Endless historical distortion
New government-endorsed Japanese middle school history textbooks included Tokyo’s claim over the Dokdo islets, thus accusing South Koreans of illegally occupying its territory. Japan’s Ministry of Education, Culture, Sports, Science and Technology announced the results of its review of textbooks that can be used nationwide from spring 2016. Tokyo’s claim, previously restricted to geography and social science textbooks, was also included in history books. Of the 18 publications, 13 accused Seoul of illegally occupying the territory. Students will grow up thinking South Korea as “bad,” having learned it during middle school. Japan should be ashamed of distorting history and brainwashing children.

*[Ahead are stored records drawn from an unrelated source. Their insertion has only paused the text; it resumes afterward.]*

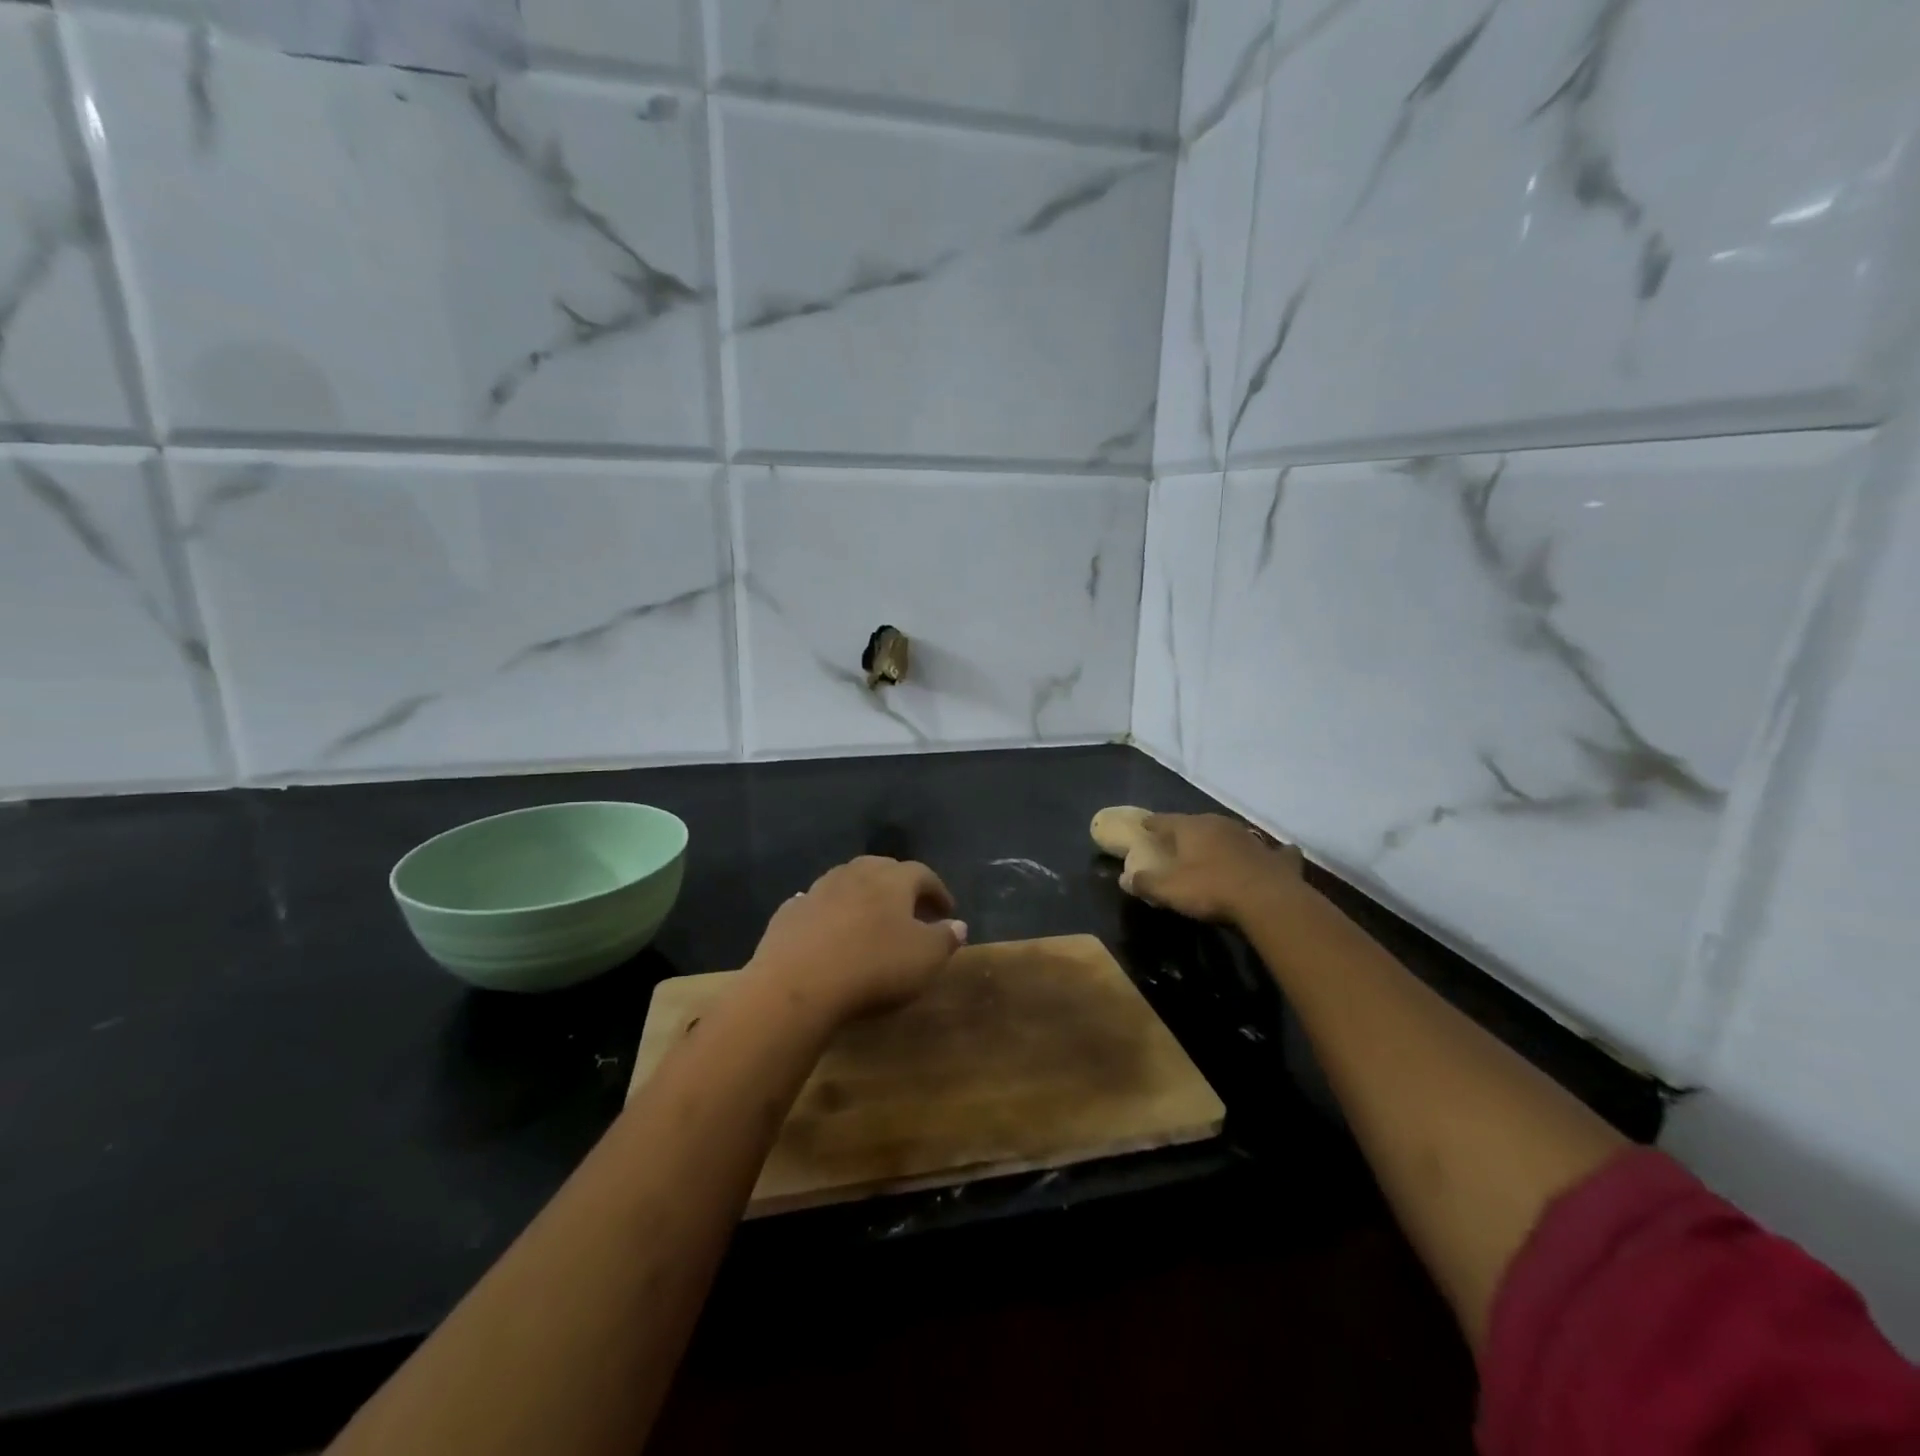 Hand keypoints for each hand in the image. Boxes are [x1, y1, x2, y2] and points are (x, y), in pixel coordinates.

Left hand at [746, 857, 967, 1022]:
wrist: (798, 984)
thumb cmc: (874, 967)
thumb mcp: (925, 958)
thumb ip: (945, 938)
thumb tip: (958, 924)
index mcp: (893, 879)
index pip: (922, 874)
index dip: (937, 891)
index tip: (947, 911)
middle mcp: (856, 873)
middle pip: (882, 869)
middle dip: (899, 886)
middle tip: (909, 910)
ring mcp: (818, 889)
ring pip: (846, 882)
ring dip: (862, 895)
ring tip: (870, 918)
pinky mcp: (789, 912)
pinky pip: (817, 905)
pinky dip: (829, 913)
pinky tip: (829, 932)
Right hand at [1120, 813, 1304, 924]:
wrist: (1268, 901)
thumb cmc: (1211, 890)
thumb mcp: (1169, 890)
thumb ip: (1145, 883)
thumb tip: (1124, 879)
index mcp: (1192, 828)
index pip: (1164, 820)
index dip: (1152, 823)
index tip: (1144, 825)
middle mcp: (1221, 825)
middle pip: (1198, 823)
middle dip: (1187, 831)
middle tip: (1178, 841)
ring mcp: (1252, 839)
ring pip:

It is regretful that Japan is wasting momentum to improve bilateral ties during a time the two countries can jointly celebrate the 50th anniversary of normalization of diplomatic relations, and the 70th anniversary of Korea’s liberation from Japanese colonial rule. Seoul has implied that bilateral ties can be normalized if Tokyo sincerely apologizes for pain caused to comfort women mobilized to serve in Japanese military brothels during World War II. South Korea arranged a trilateral summit meeting between leaders from Korea, China, and Japan during the last foreign ministerial meeting. Japanese Prime Minister Shinzo Abe expressed appreciation only recently to his Korean counterpart Park Geun-hye. And yet, he throws such provocations at Seoul. We can only question Tokyo’s real intentions.
Korea must be stern and cool-headed over the issue. It must continue raising awareness for Korea’s sovereign rights over the islets without turning the area into a conflict zone. Regardless of what the conservative Japanese and their textbooks say, the Dokdo islets are legitimately ours and Japanese authorities must stop lying to future generations.

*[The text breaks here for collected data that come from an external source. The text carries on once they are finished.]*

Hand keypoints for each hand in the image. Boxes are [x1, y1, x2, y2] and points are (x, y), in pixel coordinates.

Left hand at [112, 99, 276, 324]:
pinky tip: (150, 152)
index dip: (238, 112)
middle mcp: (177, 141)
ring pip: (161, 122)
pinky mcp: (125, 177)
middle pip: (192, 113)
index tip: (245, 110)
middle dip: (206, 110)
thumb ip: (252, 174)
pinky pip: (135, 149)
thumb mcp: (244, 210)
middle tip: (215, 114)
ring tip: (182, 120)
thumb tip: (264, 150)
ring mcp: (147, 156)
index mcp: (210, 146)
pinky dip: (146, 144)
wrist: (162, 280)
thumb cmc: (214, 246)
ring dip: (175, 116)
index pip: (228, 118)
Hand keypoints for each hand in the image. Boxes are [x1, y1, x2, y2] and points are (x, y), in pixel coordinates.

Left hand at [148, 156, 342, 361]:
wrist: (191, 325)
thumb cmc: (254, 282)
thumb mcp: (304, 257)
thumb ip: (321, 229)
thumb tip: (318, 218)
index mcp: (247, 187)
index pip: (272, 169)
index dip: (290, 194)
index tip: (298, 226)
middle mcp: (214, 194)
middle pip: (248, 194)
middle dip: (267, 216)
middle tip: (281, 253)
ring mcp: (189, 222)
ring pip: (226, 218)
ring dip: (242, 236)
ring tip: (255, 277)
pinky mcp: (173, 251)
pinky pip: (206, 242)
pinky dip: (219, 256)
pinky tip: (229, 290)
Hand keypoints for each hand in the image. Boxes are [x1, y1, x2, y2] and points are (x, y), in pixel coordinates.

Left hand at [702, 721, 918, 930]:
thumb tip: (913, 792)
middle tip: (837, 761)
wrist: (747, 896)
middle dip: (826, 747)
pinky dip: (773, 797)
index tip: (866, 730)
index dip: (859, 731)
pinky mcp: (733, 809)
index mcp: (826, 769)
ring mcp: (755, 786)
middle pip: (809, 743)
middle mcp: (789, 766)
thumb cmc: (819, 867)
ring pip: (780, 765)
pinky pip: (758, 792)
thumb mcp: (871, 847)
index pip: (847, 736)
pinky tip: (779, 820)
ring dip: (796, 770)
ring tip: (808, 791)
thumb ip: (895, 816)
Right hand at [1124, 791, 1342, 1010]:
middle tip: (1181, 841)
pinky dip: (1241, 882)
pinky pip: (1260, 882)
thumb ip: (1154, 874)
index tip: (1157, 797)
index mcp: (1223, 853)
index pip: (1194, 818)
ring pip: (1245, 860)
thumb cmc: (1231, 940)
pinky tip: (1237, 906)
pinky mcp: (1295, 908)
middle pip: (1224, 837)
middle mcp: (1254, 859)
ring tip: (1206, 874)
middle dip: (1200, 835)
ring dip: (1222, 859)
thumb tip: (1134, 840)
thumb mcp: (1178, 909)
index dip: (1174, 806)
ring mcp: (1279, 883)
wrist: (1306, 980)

A new medical history museum in Fukuoka, Japan, located at Kyushu University, held an exhibition with items related to the infamous live dissections of American prisoners during World War II. The university broke its long silence on the gruesome experiments, as professors decided to speak about the once-tabooed part of Japanese history.
Regardless of the Abe government’s revisionist endeavors, more and more civilians are stepping up to tell the truth. More than half of the Japanese people believe Abe must apologize for war aggressions in the speech commemorating the 70th anniversary of the end of World War II. Japan must stop disappointing its own people and angering its neighbours, and set the record straight for the greater future of East Asia.